From time to time I order the Japanese sewing magazine “Style Book” from the Japanese Amazon site, which regularly features a section about the Nippori Fabric Town, with a map attached. It always looked like a tempting place for me so when I planned my trip, I dropped a pin at the Nippori Fabric Town on my Google Maps as one of the several MUST VISIT fabric shopping destinations. Indeed the “fabric town” seems to be quite well-known for tourists who love to sew. I saw people with different ethnic backgrounds rummaging around for fabrics and notions, and even met two women from the US grabbing a full basket of Japanese floral print fatquarters for their friends.
The Nipori Fabric Town is conveniently located just steps outside the Nippori Station of the JR East Yamanote Line, with banners hanging on the main street like this to remind you that it is dedicated for fabrics:
This place is the fashion district of Tokyo.
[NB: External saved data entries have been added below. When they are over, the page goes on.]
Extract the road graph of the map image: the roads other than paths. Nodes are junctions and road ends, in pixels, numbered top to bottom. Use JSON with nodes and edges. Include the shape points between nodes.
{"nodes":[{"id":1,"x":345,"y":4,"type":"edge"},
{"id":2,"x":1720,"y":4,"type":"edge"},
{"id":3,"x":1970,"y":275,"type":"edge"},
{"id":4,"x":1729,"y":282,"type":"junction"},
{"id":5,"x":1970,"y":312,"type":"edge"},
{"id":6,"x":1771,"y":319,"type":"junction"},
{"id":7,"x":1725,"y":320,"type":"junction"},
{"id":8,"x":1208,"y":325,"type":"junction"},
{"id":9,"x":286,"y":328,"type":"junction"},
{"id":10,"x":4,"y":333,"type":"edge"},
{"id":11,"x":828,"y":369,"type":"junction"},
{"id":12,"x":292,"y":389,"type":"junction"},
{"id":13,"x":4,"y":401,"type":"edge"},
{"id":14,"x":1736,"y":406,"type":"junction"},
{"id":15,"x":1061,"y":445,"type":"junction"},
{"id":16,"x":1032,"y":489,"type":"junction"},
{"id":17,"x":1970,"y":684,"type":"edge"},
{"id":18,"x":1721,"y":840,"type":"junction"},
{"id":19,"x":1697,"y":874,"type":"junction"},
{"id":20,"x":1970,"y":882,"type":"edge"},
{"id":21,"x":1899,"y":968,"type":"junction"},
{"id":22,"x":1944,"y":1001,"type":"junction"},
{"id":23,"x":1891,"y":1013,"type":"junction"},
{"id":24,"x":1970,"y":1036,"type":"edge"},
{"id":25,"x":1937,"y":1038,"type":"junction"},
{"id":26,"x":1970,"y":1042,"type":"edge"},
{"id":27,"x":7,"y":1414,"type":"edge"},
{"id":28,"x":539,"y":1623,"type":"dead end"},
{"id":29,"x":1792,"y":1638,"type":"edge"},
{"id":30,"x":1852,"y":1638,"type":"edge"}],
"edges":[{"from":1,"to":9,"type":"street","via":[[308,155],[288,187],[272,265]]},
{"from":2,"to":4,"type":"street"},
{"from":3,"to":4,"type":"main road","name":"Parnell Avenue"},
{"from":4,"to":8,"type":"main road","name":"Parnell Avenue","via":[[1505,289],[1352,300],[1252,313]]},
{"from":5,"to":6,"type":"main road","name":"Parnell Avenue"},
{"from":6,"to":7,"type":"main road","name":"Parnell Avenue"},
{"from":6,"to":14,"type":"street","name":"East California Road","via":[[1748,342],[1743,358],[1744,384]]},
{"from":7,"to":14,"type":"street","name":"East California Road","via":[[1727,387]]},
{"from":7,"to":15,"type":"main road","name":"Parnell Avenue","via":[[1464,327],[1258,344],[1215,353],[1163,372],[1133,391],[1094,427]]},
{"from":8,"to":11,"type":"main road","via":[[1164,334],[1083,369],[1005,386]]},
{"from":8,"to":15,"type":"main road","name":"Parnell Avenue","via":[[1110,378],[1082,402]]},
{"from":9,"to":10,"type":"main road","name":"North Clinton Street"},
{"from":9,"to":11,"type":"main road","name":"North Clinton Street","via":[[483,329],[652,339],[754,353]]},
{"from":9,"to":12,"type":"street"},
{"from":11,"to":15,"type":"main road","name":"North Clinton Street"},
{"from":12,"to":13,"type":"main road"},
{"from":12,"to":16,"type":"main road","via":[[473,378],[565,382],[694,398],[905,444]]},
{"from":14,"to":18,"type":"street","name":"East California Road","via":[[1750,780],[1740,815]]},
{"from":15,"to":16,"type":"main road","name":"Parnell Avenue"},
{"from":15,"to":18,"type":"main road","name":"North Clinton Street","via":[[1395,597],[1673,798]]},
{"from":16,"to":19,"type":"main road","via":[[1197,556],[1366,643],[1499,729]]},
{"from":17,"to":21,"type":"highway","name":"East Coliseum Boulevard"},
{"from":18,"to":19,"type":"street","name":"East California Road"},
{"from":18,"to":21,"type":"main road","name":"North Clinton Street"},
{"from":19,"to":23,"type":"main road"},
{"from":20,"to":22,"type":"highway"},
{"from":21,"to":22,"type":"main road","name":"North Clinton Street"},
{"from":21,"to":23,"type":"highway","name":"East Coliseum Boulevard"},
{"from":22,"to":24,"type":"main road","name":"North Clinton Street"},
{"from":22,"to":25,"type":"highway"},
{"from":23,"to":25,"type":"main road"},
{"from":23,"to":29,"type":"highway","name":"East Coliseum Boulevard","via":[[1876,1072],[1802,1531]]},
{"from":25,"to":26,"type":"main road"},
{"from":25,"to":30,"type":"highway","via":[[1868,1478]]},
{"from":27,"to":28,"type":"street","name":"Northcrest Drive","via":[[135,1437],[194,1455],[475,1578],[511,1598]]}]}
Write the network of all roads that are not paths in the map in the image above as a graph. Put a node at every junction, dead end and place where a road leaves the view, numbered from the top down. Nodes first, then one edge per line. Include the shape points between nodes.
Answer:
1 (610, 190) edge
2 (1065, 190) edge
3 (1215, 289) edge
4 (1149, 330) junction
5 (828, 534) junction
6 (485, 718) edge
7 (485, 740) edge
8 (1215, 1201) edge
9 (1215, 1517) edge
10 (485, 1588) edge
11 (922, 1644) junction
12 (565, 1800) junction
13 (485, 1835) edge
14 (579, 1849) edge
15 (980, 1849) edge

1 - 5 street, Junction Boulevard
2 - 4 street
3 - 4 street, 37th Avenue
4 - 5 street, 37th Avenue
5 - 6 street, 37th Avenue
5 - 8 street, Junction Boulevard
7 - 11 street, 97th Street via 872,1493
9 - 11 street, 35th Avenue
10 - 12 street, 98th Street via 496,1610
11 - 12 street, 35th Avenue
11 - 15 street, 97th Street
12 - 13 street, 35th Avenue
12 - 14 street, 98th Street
When you are here be sure to take a free copy of the directory map (English version available, check out the cashier counter area of any of the bigger stores) to guide your shopping. The most famous shop here is called Tomato – The shop has four branches spread randomly on each side of the street, for selling different types of fabrics (fashion, craft, quilting, home décor, etc) and so targeting different groups of sewers. Look around for the big tomato sign and you will not miss any of them. They sell all sorts of fabrics and notions from Harris Tweed to basting thread.
Out of the 90 fabric and notion shops listed on the official map, there are two other places that I also like: Elegance for their high quality fashion fabrics (they have one branch, the Store #21 on the Map Index, that sells only knits and jerseys, absolutely stunning stuffs!) and Momo, Store #8 on the Map Index, for their linens and cottons. Check them out when you are there!
Note I think the easiest way to go to anywhere in Tokyo is through the rapid transit. The Tokyo rapid transit network is perhaps the most convoluted but fabulous one I’ve ever seen in my life! There are two primary subway operators: Tokyo Metro and Toei Subway, making up a total of 13 subway lines and 285 subway stations. On top of that there are several subway lines run by private companies and tens of train lines operated by JR East. The railway and subway lines are interconnected and many times their stations share the same building complex. With a Passmo or Suica Card, you can transfer between lines “barrier free”. Once you understand how it works and with the help from Google Maps, you can basically go anywhere hassle free. My only advice is follow the Google Maps. It gives accurate route info (including bus routes) and time schedule 99% of the time.